In contrast, a slightly smaller share of Americans — 62 percent — said there were "very strong" or "strong" conflicts between immigrants and native-born Americans. Even smaller shares of people saw such levels of conflict between blacks and whites (38 percent) and between young and old (34 percent).
That is a change from 2009, when immigration topped the survey list as causing the strongest levels of social conflict. At that time, about 55 percent reported "very strong" or "strong" conflict between immigrants and native-born Americans, compared to 47 percent who saw such conflict between the rich and poor.
—Perceptions of class conflict grew for Americans of all income groups since 2009. The share increased by 17 percentage points, to 64 percent, among those earning less than $20,000; it rose 18 points, to 67 percent, among those making $75,000 or more. The increase was largest among middle-income Americans earning between $40,000 and $75,000 — rising 24 points to 71 percent.
—Since 2009, the share of whites who see serious class conflicts between rich and poor grew by 22 percentage points to 65 percent. That is roughly triple the increase among blacks and Hispanics. About 74 percent of blacks and 61 percent of Hispanics saw serious conflicts.

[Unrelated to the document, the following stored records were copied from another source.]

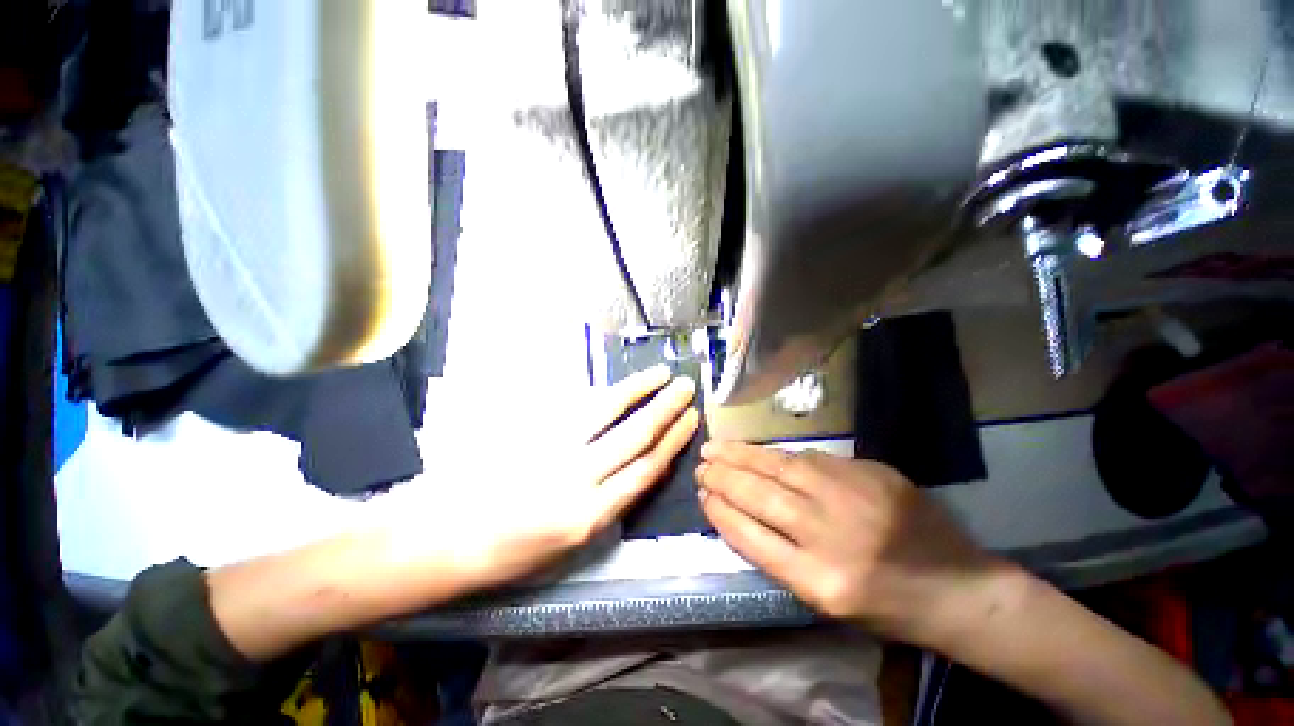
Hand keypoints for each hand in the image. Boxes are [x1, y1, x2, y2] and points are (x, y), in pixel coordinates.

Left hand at [379, 365, 699, 593]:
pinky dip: (605, 394)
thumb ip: (602, 504)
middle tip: (688, 388)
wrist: (442, 538)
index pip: (645, 470)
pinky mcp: (532, 432)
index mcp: (589, 516)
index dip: (674, 442)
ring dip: (640, 390)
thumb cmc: (506, 552)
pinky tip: (620, 385)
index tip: (691, 421)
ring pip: (609, 412)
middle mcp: (579, 480)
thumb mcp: (565, 543)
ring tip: (663, 375)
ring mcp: (554, 451)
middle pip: (636, 436)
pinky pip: (577, 407)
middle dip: (667, 410)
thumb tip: (628, 470)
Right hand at [696, 443, 1001, 643]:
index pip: (753, 539)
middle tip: (701, 465)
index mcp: (822, 583)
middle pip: (761, 497)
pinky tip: (757, 450)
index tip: (701, 496)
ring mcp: (854, 498)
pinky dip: (777, 454)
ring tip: (715, 448)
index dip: (721, 513)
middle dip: (724, 478)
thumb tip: (741, 511)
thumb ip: (783, 557)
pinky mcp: (871, 473)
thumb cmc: (886, 607)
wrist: (959, 588)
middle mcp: (834, 537)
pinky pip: (810, 458)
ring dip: (742, 456)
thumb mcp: (828, 602)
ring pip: (780, 468)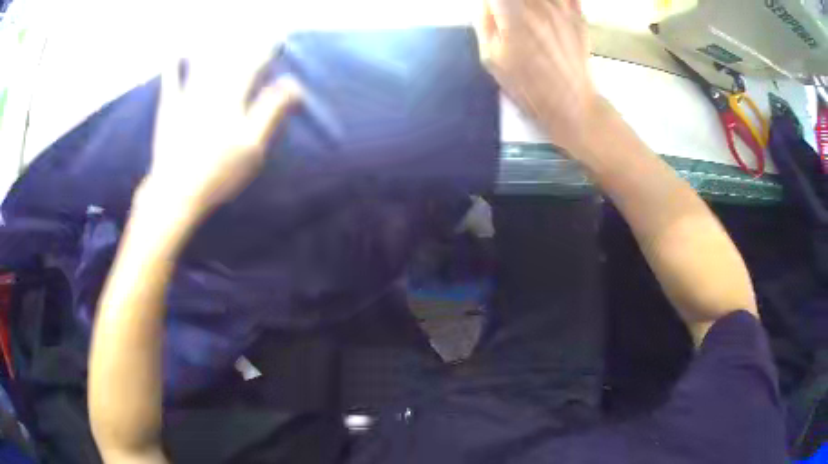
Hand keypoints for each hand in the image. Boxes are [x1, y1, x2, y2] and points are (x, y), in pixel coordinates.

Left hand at [144, 46, 301, 221]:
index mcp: (232, 99)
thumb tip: (293, 84)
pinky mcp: (169, 110)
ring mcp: (187, 99)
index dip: (266, 52)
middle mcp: (210, 91)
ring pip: (202, 64)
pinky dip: (172, 68)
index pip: (253, 67)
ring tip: (220, 31)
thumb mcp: (253, 146)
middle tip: (252, 30)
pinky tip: (174, 55)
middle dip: (243, 44)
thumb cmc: (218, 173)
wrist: (176, 191)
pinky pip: (171, 83)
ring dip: (213, 46)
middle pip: (228, 60)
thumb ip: (271, 111)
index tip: (278, 39)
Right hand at [475, 0, 598, 153]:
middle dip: (508, 2)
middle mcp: (538, 4)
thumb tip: (486, 1)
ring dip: (531, 3)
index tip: (492, 10)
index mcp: (513, 13)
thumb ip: (484, 21)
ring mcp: (561, 7)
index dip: (492, 1)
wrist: (571, 103)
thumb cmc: (527, 85)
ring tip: (526, 16)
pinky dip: (554, 1)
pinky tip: (546, 10)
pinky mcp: (578, 15)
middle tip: (506, 13)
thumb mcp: (491, 57)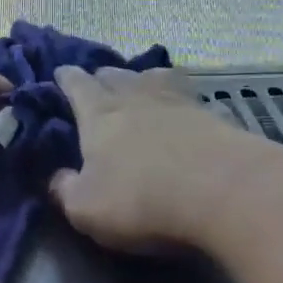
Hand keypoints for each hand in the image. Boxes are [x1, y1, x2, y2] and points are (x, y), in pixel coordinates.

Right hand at [49, 64, 266, 253]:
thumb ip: (65, 190)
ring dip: (142, 79)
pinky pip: (189, 97)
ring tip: (140, 87)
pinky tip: (184, 110)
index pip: (77, 85)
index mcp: (99, 115)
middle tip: (97, 85)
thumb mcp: (86, 209)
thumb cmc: (142, 200)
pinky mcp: (214, 116)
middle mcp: (136, 98)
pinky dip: (180, 99)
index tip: (60, 73)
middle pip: (115, 75)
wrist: (225, 192)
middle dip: (102, 77)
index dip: (66, 78)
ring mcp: (179, 102)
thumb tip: (57, 178)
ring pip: (154, 77)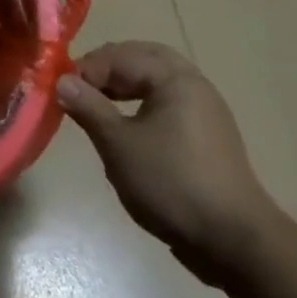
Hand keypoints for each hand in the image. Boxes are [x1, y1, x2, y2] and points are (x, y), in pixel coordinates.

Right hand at [56, 42, 279, 286]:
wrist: (235, 242)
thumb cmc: (172, 184)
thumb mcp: (119, 144)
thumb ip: (88, 107)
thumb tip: (60, 81)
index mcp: (175, 78)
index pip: (119, 56)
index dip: (86, 70)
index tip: (61, 93)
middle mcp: (194, 85)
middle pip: (141, 58)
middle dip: (107, 69)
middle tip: (80, 89)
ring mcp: (205, 111)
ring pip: (155, 80)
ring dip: (123, 85)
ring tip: (98, 107)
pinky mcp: (207, 136)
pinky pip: (167, 103)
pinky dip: (141, 104)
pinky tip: (127, 130)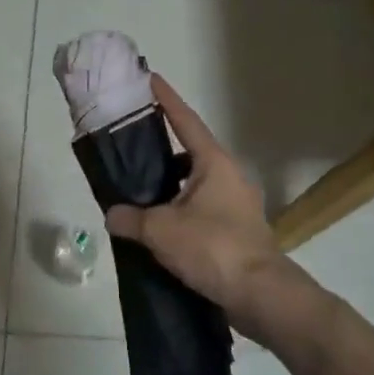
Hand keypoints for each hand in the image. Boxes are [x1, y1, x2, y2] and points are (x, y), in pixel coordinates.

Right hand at [104, 74, 325, 350]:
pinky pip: (202, 211)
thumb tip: (113, 215)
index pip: (185, 121)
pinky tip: (159, 231)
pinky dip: (180, 213)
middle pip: (189, 154)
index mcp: (214, 163)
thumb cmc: (213, 248)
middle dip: (161, 152)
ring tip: (138, 197)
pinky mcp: (237, 231)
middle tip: (131, 151)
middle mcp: (228, 176)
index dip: (166, 100)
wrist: (260, 295)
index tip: (150, 79)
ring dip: (169, 188)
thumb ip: (132, 218)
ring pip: (194, 186)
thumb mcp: (162, 230)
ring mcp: (237, 205)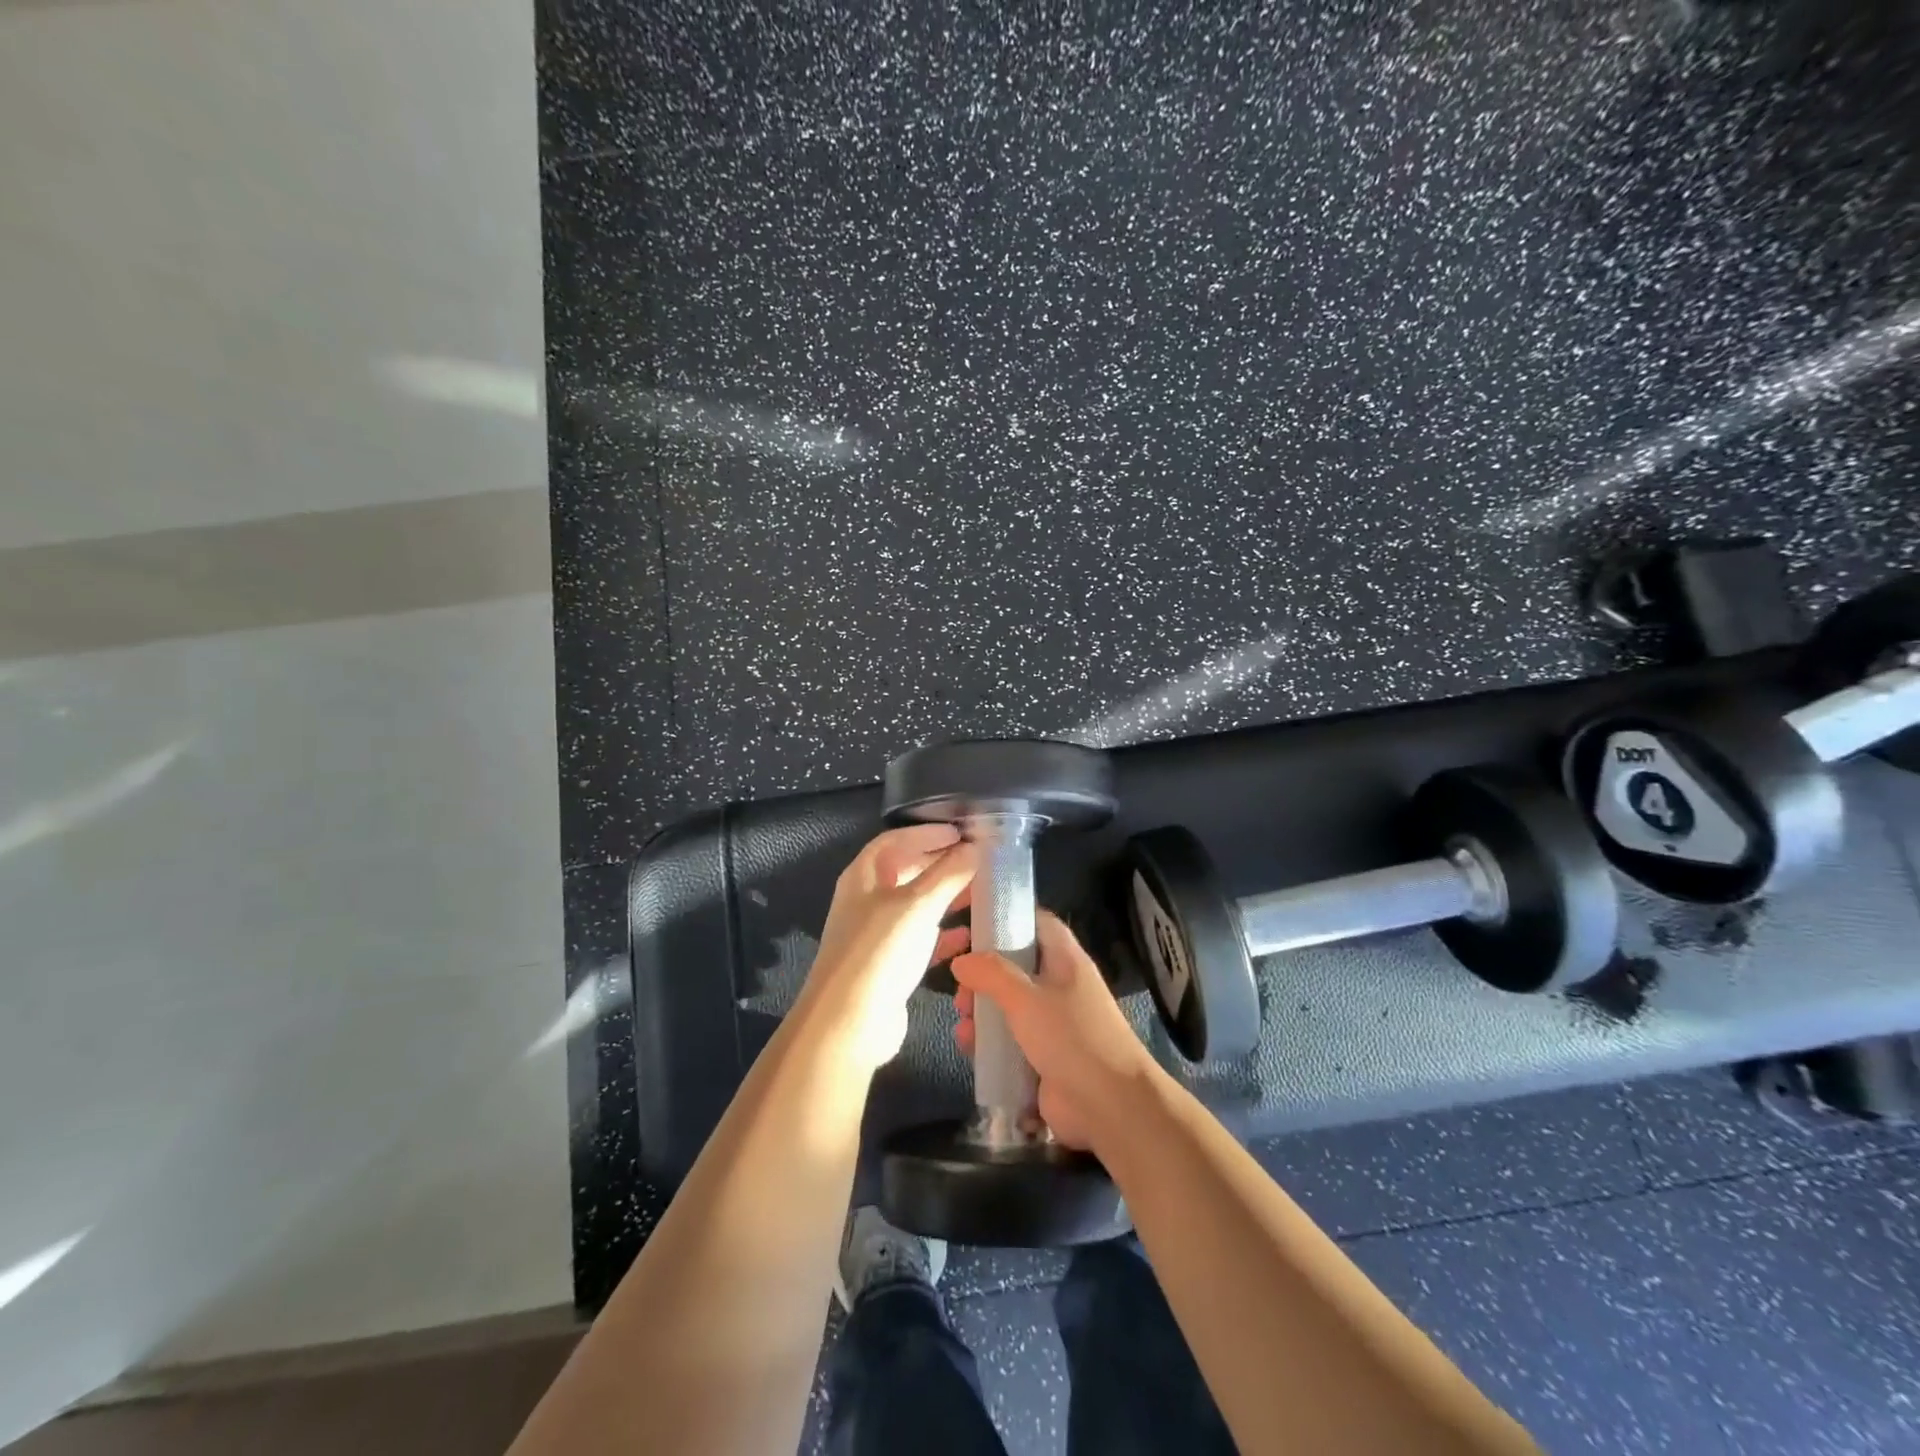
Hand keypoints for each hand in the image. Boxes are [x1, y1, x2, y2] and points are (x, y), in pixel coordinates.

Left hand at [799, 825, 977, 1072]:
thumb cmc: (879, 952)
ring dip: (946, 897)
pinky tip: (969, 935)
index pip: (895, 840)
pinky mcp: (888, 965)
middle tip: (977, 860)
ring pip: (916, 906)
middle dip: (940, 863)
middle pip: (906, 870)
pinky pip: (920, 940)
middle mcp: (867, 901)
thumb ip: (948, 873)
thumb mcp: (917, 905)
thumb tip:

—About 73 percent of self-described Democrats said there were serious class conflicts, an 18 percentage point increase from 2009. The increase among Republicans was nearly as large, rising 17 points to 55 percent. The biggest increase was among political independents, jumping 23 points to 68 percent.
Pew based its findings on interviews with 2,048 adults by cell phone or landline from Dec. 6-19, 2011. The poll has a margin of error of plus or minus 2.9 percentage points for all respondents, higher for subgroups.